» **EXERCISE DESCRIPTION**:
Copy the data below exactly, but not the pictures it contains.

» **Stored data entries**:
▬▬▬

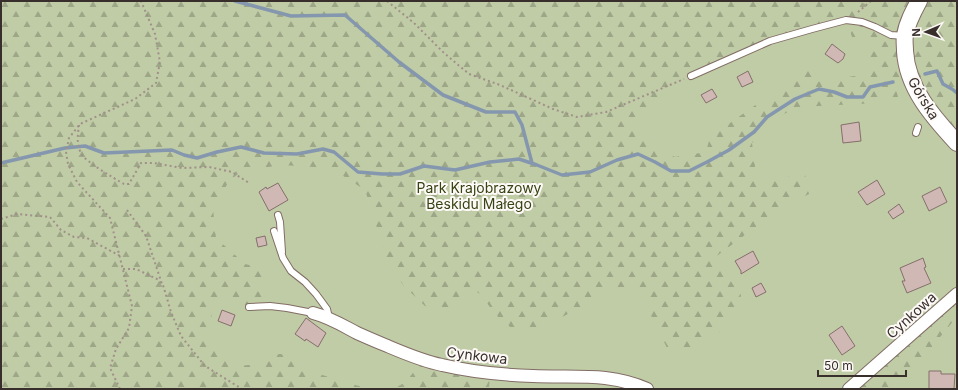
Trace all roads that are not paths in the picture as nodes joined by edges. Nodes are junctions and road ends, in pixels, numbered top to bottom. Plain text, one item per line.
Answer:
1 (919, 1) edge
2 (905, 36) junction
3 (690, 76) road end
4 (957, 143) edge
5 (278, 215) dead end
6 (274, 231) dead end
7 (283, 258) junction
8 (957, 294) edge
9 (249, 307) dead end
10 (313, 312) joint
11 (329, 318) junction
12 (647, 389) edge
13 (850, 389) edge

1 - 2 street, Górska
2 - 3 lane
2 - 4 street, Górska
5 - 7 lane
6 - 7 lane
7 - 11 lane
8 - 13 street, Cynkowa
9 - 10 lane
10 - 11 street, Cynkowa
11 - 12 street, Cynkowa

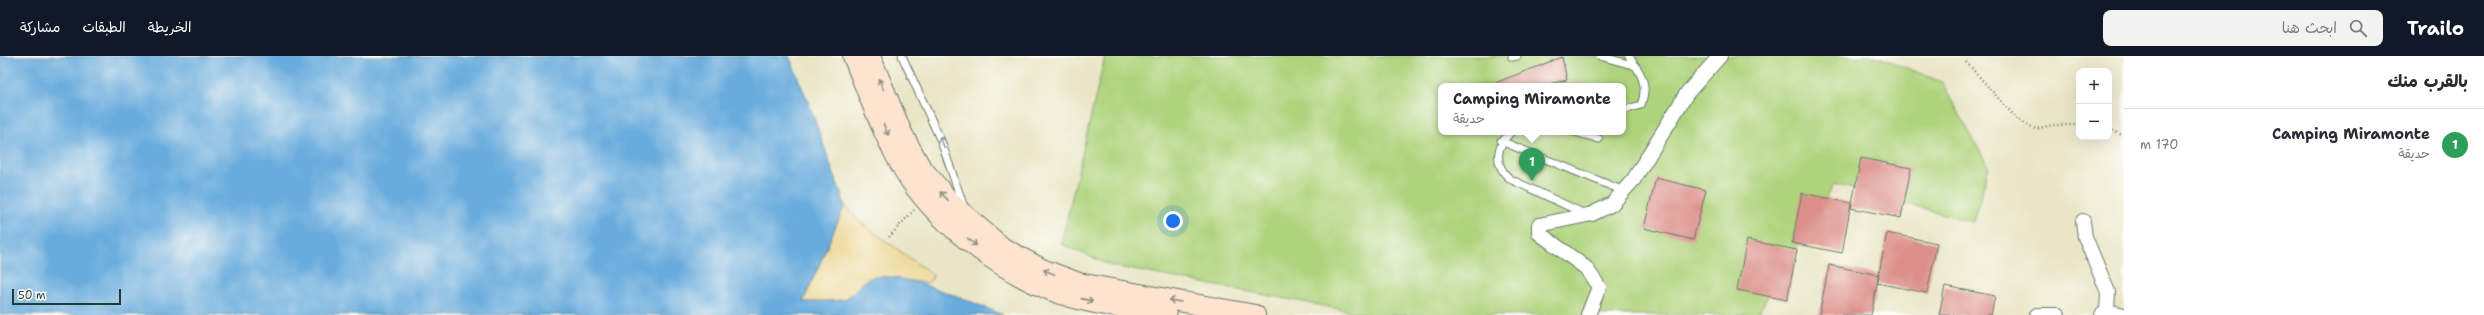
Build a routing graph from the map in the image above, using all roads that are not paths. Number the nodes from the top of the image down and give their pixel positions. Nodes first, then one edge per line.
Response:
1 (853, 56) edge
2 (870, 56) edge
3 (902, 56) edge
4 (1600, 56) edge
5 (1629, 56) edge
6 (1720, 56) edge
7 (1636, 66) junction
8 (1626, 109) edge
9 (1508, 135) edge
10 (1587, 135) edge
11 (1599, 138) dead end
12 (1501, 141) junction
13 (1624, 191) junction
14 (1587, 215) junction
15 (966, 218) junction
16 (2083, 221) dead end
17 (2105, 313) edge
18 (1166, 315) edge
19 (1255, 315) edge
20 (1588, 315) edge
21 (2037, 315) edge
22 (2058, 315) edge
23 (2124, 315) edge

1 -> 18 main road
15 -> 2 main road
15 -> 3 lane
4 - 7 lane
5 - 7 lane
6 - 13 street
7 - 8 lane
9 - 12 lane
10 - 11 lane
12 - 13 lane
12 - 14 lane
13 - 14 street
14 - 20 street
19 -> 15 main road
16 - 17 street
17 - 23 street
21 - 22 street

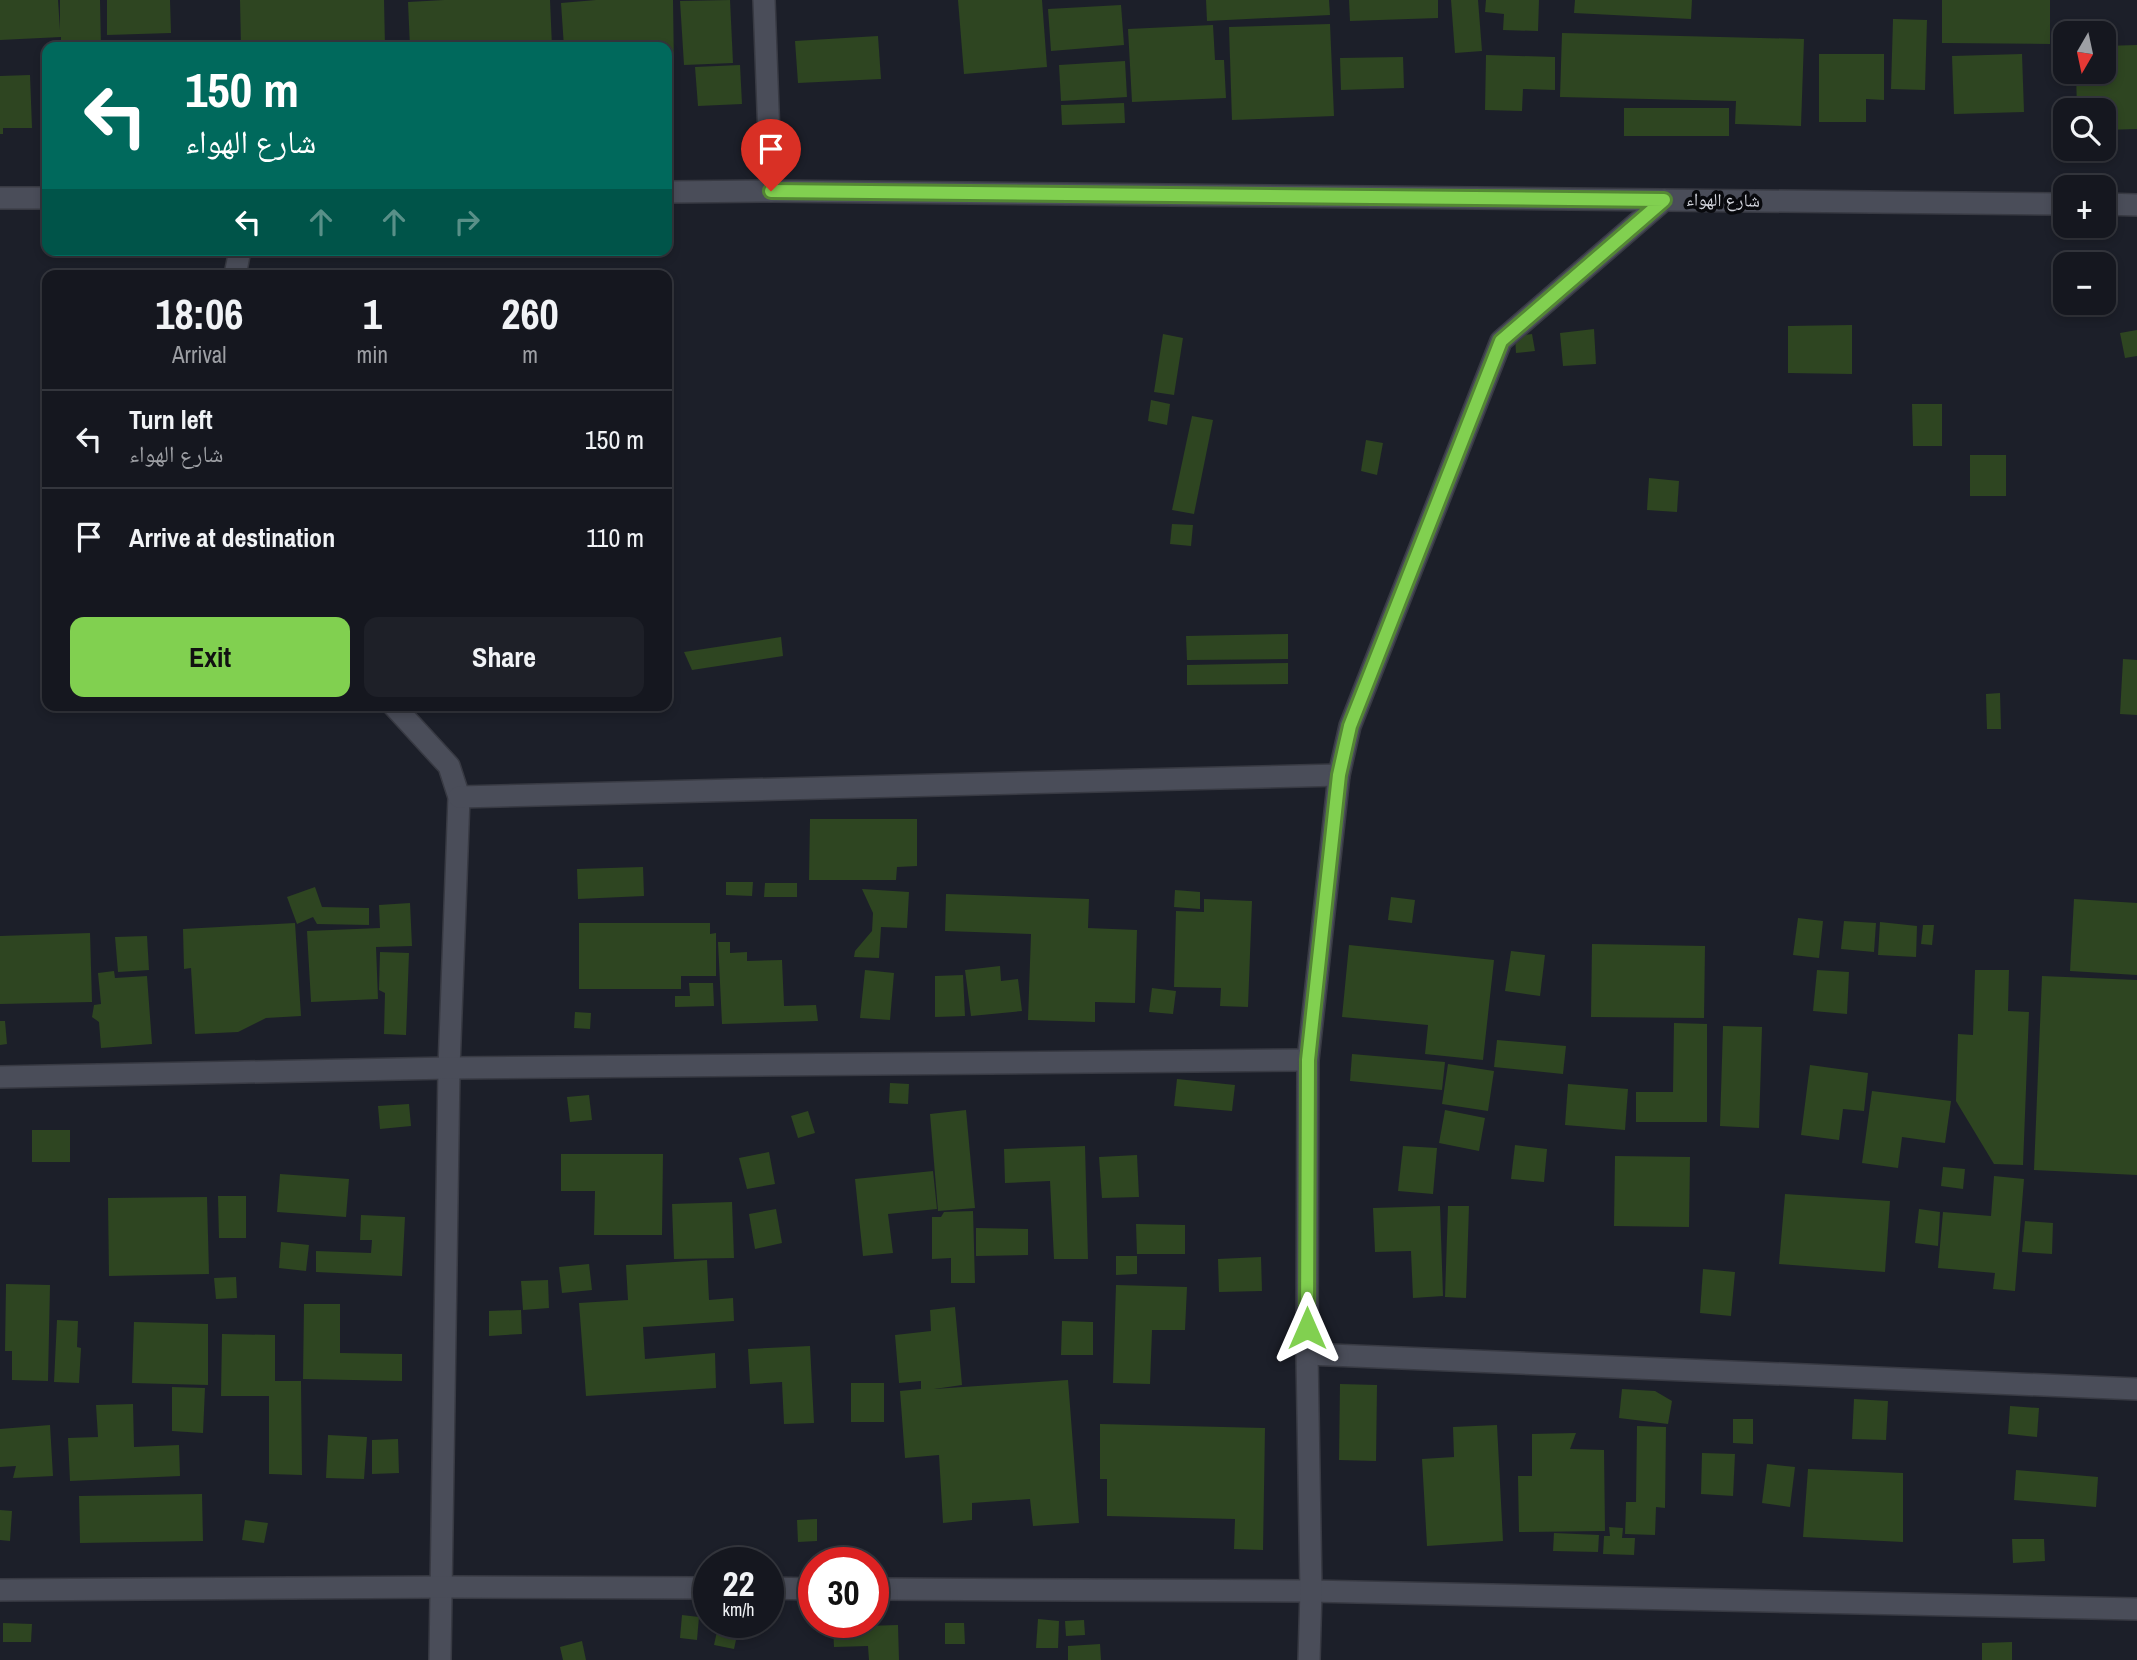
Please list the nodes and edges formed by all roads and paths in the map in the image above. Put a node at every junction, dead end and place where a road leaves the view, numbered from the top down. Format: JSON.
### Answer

▬▬▬

» **EXPECTED ANSWER**:
Trace all roads that are not paths in the picture as nodes joined by edges. Nodes are junctions and road ends, in pixels, numbered top to bottom. Plain text, one item per line.
Answer:
1 (919, 1) edge
2 (905, 36) junction
3 (690, 76) road end
4 (957, 143) edge
5 (278, 215) dead end
6 (274, 231) dead end
7 (283, 258) junction
8 (957, 294) edge
9 (249, 307) dead end
10 (313, 312) joint
11 (329, 318) junction
12 (647, 389) edge
13 (850, 389) edge

1 - 2 street, Górska
2 - 3 lane
2 - 4 street, Górska
5 - 7 lane
6 - 7 lane
7 - 11 lane
8 - 13 street, Cynkowa
9 - 10 lane
10 - 11 street, Cynkowa
11 - 12 street, Cynkowa

Build a routing graph from the map in the image above, using all roads that are not paths. Number the nodes from the top of the image down and give their pixel positions. Nodes first, then one edge per line.
Response:
1 (853, 56) edge
2 (870, 56) edge
3 (902, 56) edge
4 (1600, 56) edge
5 (1629, 56) edge
6 (1720, 56) edge
7 (1636, 66) junction
8 (1626, 109) edge
9 (1508, 135) edge
10 (1587, 135) edge
11 (1599, 138) dead end
12 (1501, 141) junction
13 (1624, 191) junction
14 (1587, 215) junction
15 (966, 218) junction
16 (2083, 221) dead end
17 (2105, 313) edge
18 (1166, 315) edge
19 (1255, 315) edge
20 (1588, 315) edge
21 (2037, 315) edge
22 (2058, 315) edge
23 (2124, 315) edge

1 -> 18 main road
15 -> 2 main road
15 -> 3 lane
4 - 7 lane
5 - 7 lane
6 - 13 street
7 - 8 lane
9 - 12 lane
10 - 11 lane
12 - 13 lane
12 - 14 lane
13 - 14 street
14 - 20 street
19 -> 15 main road
16 - 17 street
17 - 23 street
21 - 22 street

Please list the nodes and edges formed by all roads and paths in the map in the image above. Put a node at every junction, dead end and place where a road leaves the view, numbered from the top down. Format: JSON.
### Answer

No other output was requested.